Desse modo, a conclusão, pelos estudantes, de que se fazia necessário um estudo para organizar o seu ensino pode indicar que suas preocupações se direcionem ao fato de tornar-se professor, pois visavam à aprendizagem por parte dos seus alunos. O que podemos observar, assim, é a existência de um motivo que mobilizou os estudantes a uma direção concreta: a elaboração da atividade de ensino. Ao destacar, especialmente na fala 25, de Beatriz, que só “tomamos conhecimento das informações imprescindíveis para o planejamento da escola através do estudo”, percebemos que os motivos que impulsionaram e orientaram as ações de estudo dos acadêmicos podem ser considerados geradores de sentido, na medida em que, ao estimular a atividade, conferiram-lhe sentidos pessoais (dos futuros professores) acerca da importância e da necessidade do estudo. E, além de buscar o aprendizado individual, todos tinham como intuito estudar e planejar coletivamente uma atividade que se adequasse às características da AOE.

Assim, evidenciamos a relação entre os motivos dos estudantes e as necessidades que surgiram para o estudo. Podemos identificar que, a partir da necessidade de apropriar-se de conhecimentos para poder organizar o ensino, o motivo que os levou a estudar coincide com o objeto da atividade de estudar, que é apropriar-se do conteúdo. Isso nos leva a inferir que o estudo desenvolvido posteriormente pelos futuros professores pode ter-se constituído como uma atividade de aprendizagem, na perspectiva dos pressupostos que aqui adotamos.

Episódio 2 - Onde buscar subsídios teóricos para o estudo

No episódio apresentado anteriormente, os acadêmicos concluíram que, durante a Atividade da Rapunzel, foi destacada apenas a padronização de unidades de medida para comprimento, pois somente após o estabelecimento de uma unidade como padrão social foi instituído o metro. Entretanto, quando isso aconteceu, o homem já sabia medir. A partir disso, foram discutidos com o grupo vários aspectos: como o homem media antigamente, o que é medir, o que podemos medir, como conhecemos as medições realizadas pelo homem ao longo da história. A reflexão dos acadêmicos possibilitou compreender que temos acesso aos conhecimentos por meio dos registros de épocas e sociedades passadas.

No segundo encontro, retomamos as discussões anteriores e propusemos uma nova pergunta: “Como fazemos para resgatar e conhecer os registros?”
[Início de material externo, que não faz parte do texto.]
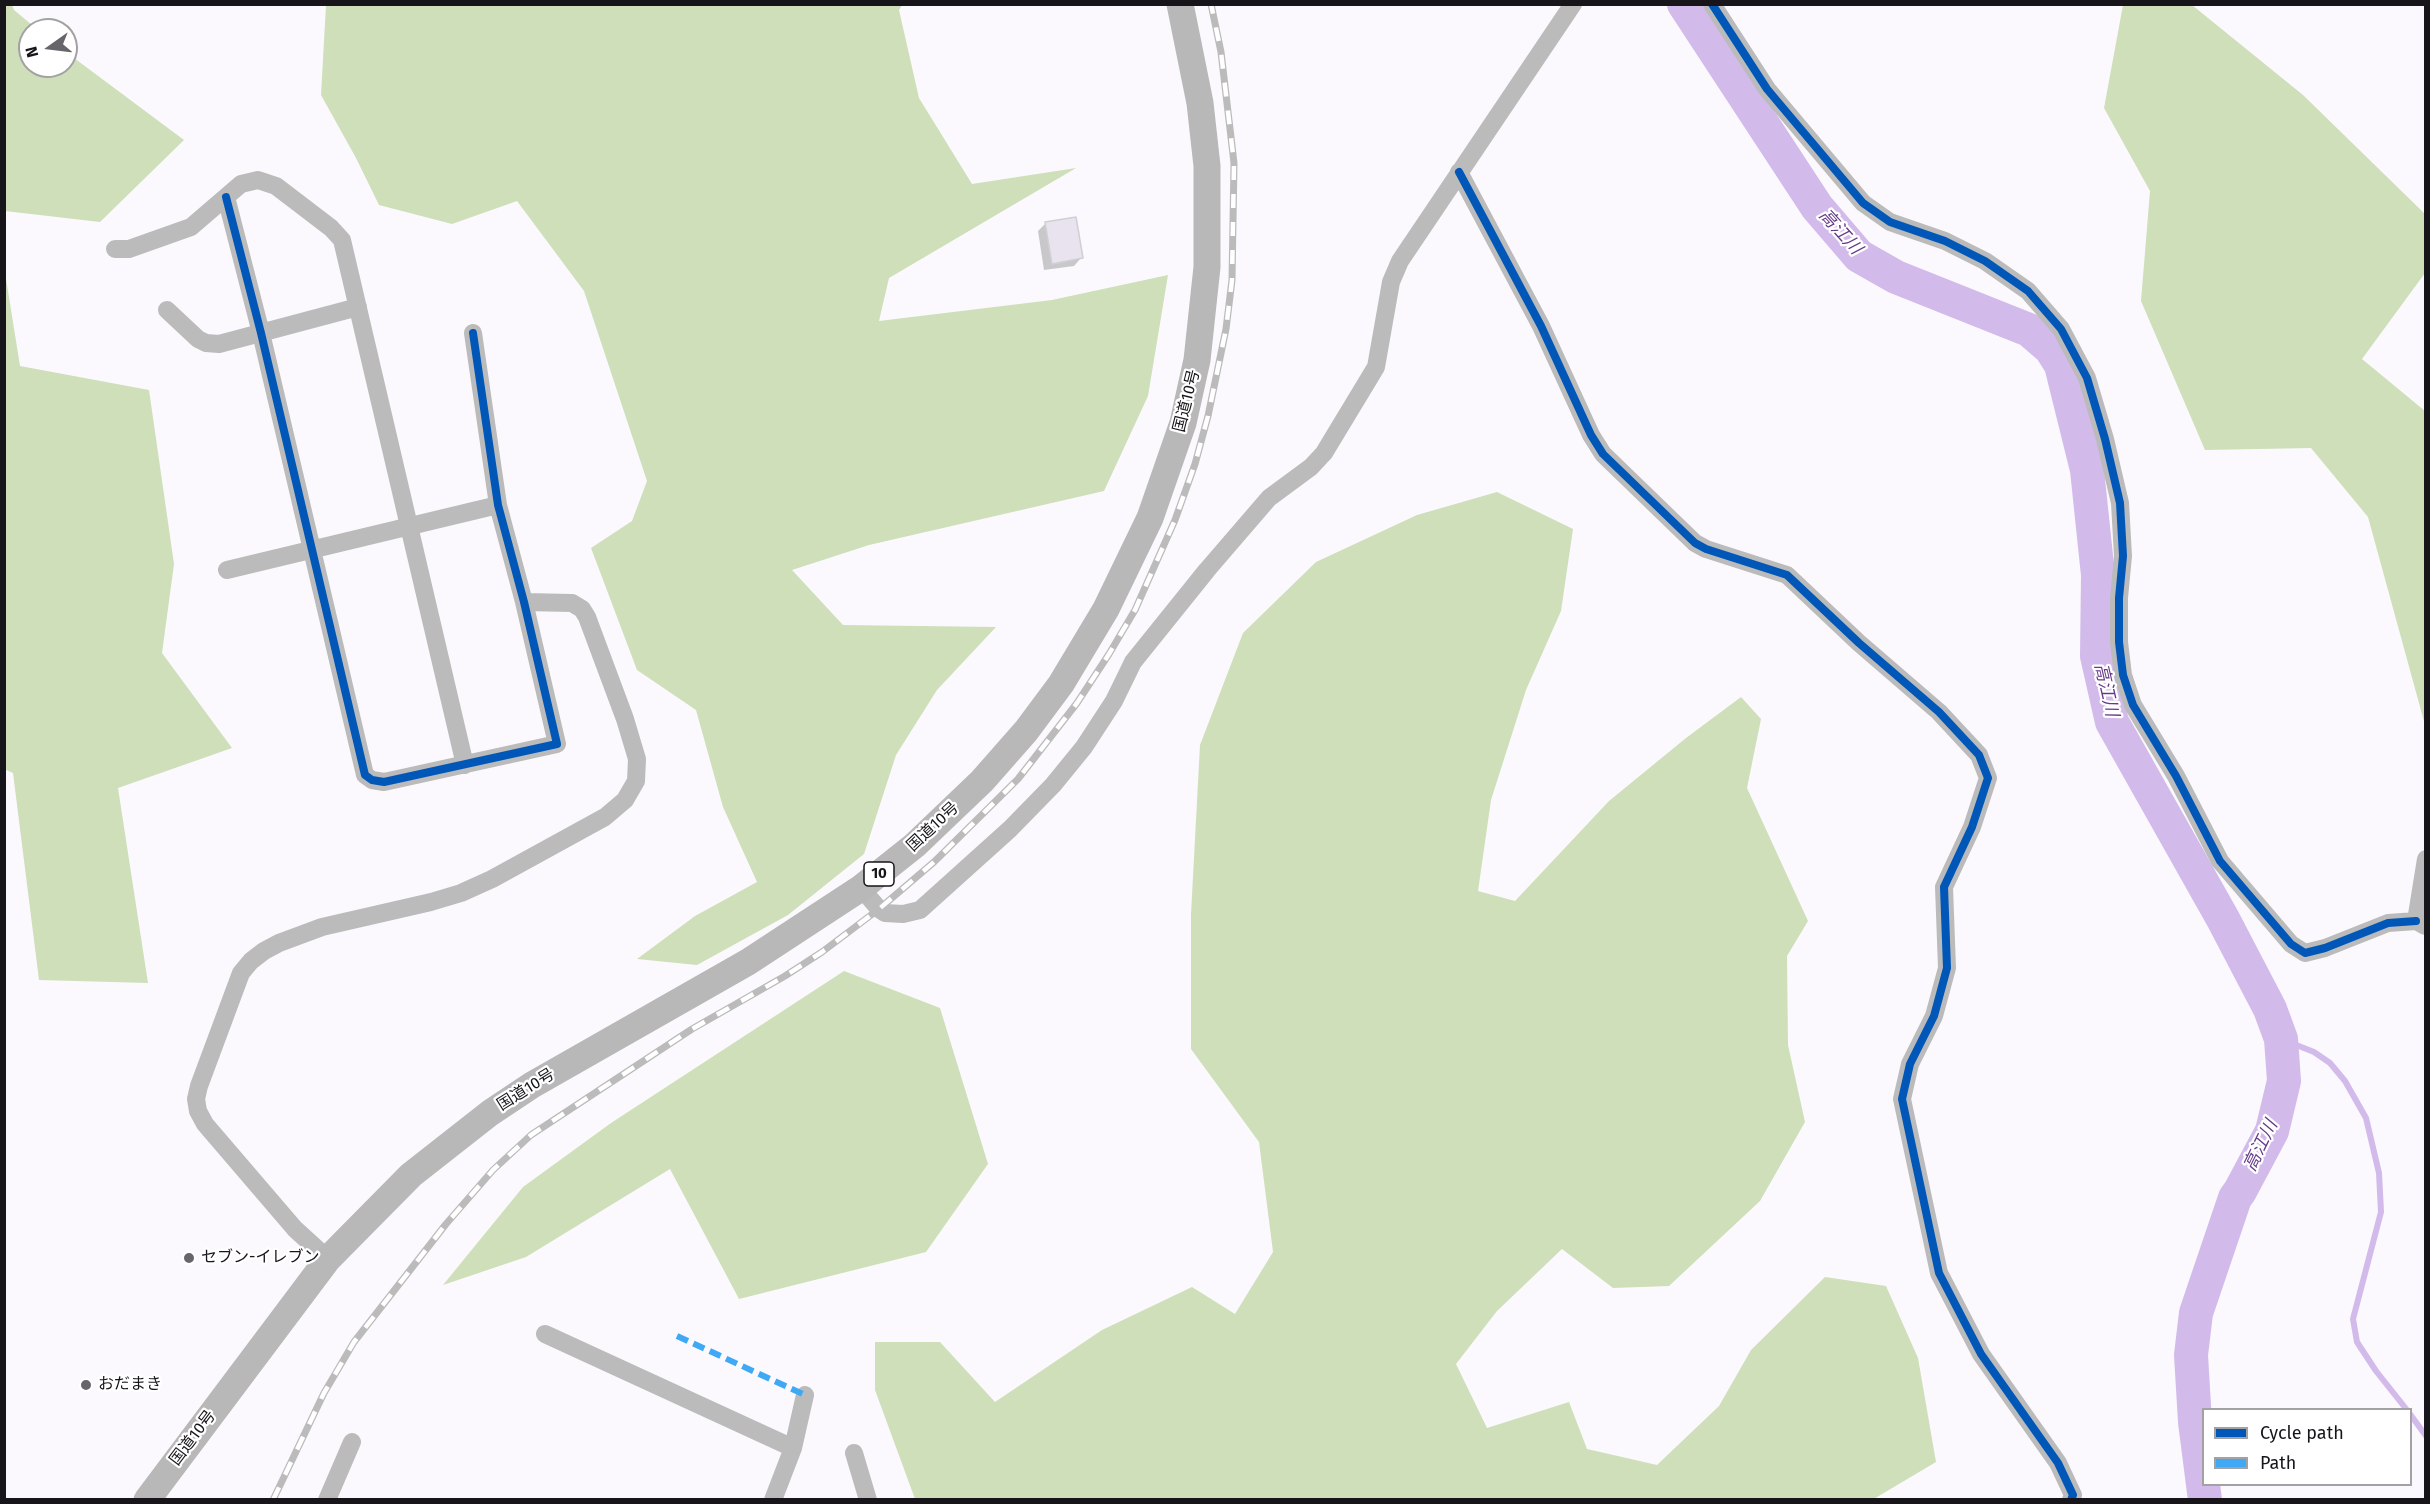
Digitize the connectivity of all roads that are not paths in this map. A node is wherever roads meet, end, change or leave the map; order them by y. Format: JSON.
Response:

2.1. Orientadora: Como fazemos para resgatar os registros?

2.2. Sabrina: Estudando, vivenciando, através da síntese histórica, é o que a gente tenta fazer; primeiro a gente faz um estudo teórico para ver como que a humanidade foi se apropriando, depois faz uma tentativa de tentar fazer com que as crianças experienciem isso [...] pra ir se apropriando desse processo.

2.3. Branca: A gente usa e vai se apropriando de outras ideias já existentes, vai modificando conforme as nossas necessidades também.

[...]

2.4. Orientadora: O que seria esse estudo teórico em Matemática?

2.5. Branca: Como surgiu a necessidade do conteúdo, no caso da medida, qual foi a necessidade que o homem sentiu de medir.

2.6. Pedro: É importante este estudo da gênese do conceito [...] mas, num segundo momento, o estudo do conteúdo em si [...], o modo como eu vou abordar esse conteúdo com os alunos, a linguagem que eu vou usar pra ser uma linguagem que o aluno entenda, mas que não fuja da linguagem matemática [...]

2.7. Pesquisadora: Da forma como fizemos o estudo na [atividade] da Rapunzel, vocês acham que contemplou essa parte histórica e do conteúdo matemático?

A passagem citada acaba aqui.